**EXERCISE DIRECTIONS:**
Your task is to copy each line of the records that includes the string "hand".

**Saved data entries:**
========

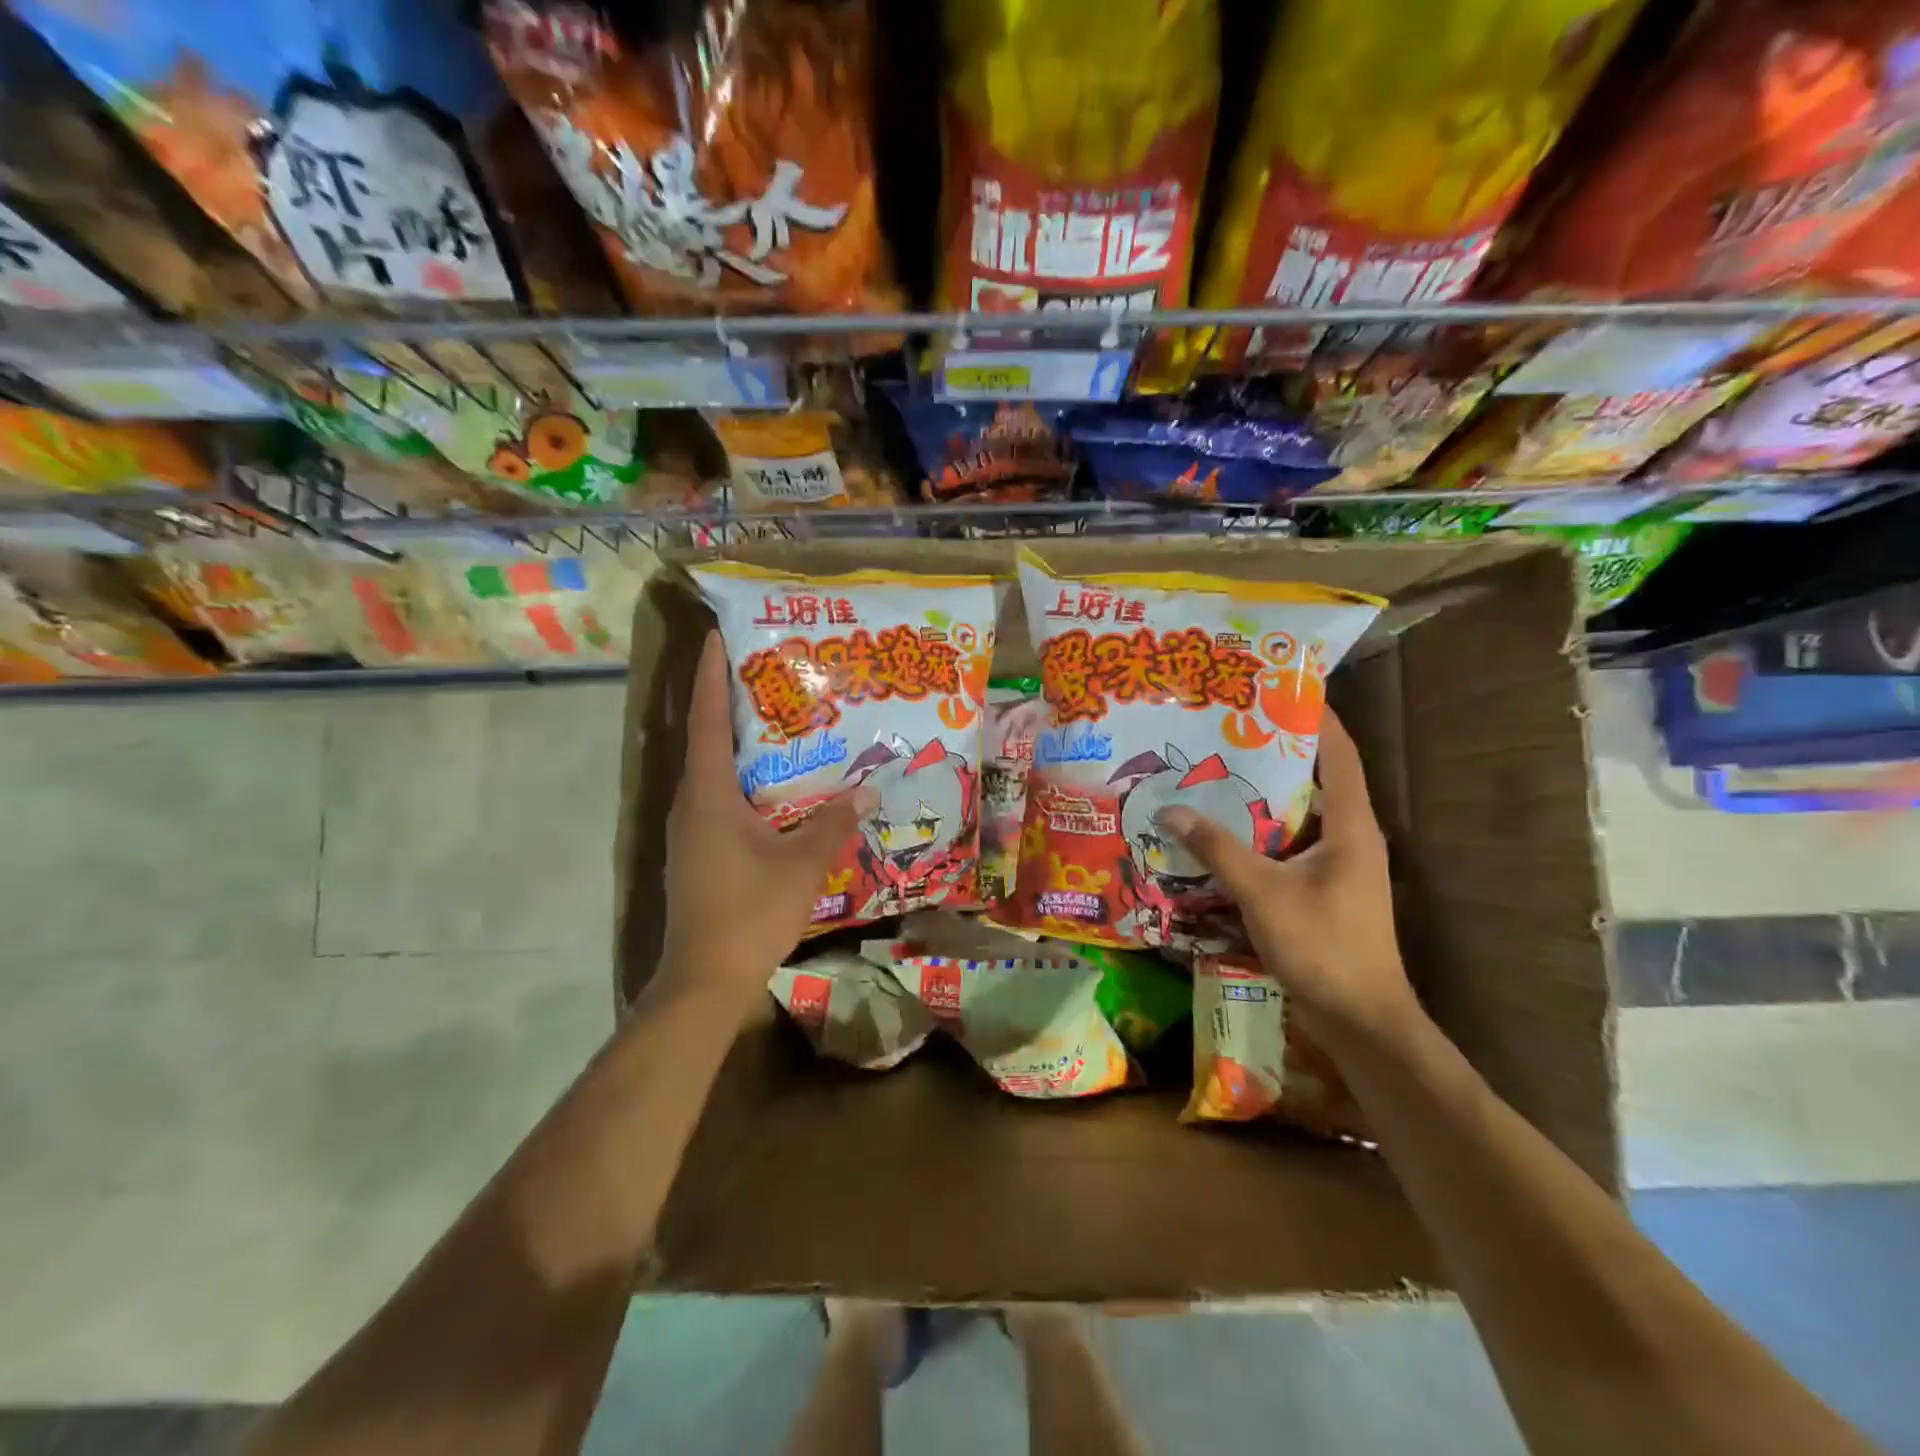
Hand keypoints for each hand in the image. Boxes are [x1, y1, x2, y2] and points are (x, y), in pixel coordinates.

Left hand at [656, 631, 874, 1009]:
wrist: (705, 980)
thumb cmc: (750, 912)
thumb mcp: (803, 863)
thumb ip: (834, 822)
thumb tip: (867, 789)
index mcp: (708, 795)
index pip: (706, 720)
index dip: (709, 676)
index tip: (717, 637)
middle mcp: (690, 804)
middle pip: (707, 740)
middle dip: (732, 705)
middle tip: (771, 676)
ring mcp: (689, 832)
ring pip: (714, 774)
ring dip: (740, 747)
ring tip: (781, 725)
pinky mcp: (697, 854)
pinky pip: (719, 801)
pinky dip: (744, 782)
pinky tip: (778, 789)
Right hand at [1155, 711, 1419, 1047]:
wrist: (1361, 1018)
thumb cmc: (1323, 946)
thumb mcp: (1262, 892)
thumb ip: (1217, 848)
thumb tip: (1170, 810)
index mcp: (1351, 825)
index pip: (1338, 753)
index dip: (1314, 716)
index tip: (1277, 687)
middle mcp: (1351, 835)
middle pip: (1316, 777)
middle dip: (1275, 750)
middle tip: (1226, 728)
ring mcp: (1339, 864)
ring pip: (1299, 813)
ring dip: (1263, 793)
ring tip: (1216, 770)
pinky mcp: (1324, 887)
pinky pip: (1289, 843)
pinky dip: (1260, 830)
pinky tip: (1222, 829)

========

**ANSWER BELOW:**
Hand keypoints for each hand in the image. Boxes are [x1, y1, x2, y2] and points are (x, y), in pixel coordinates.
Left hand at [656, 631, 874, 1009]:
Right hand at [1155, 711, 1419, 1047]:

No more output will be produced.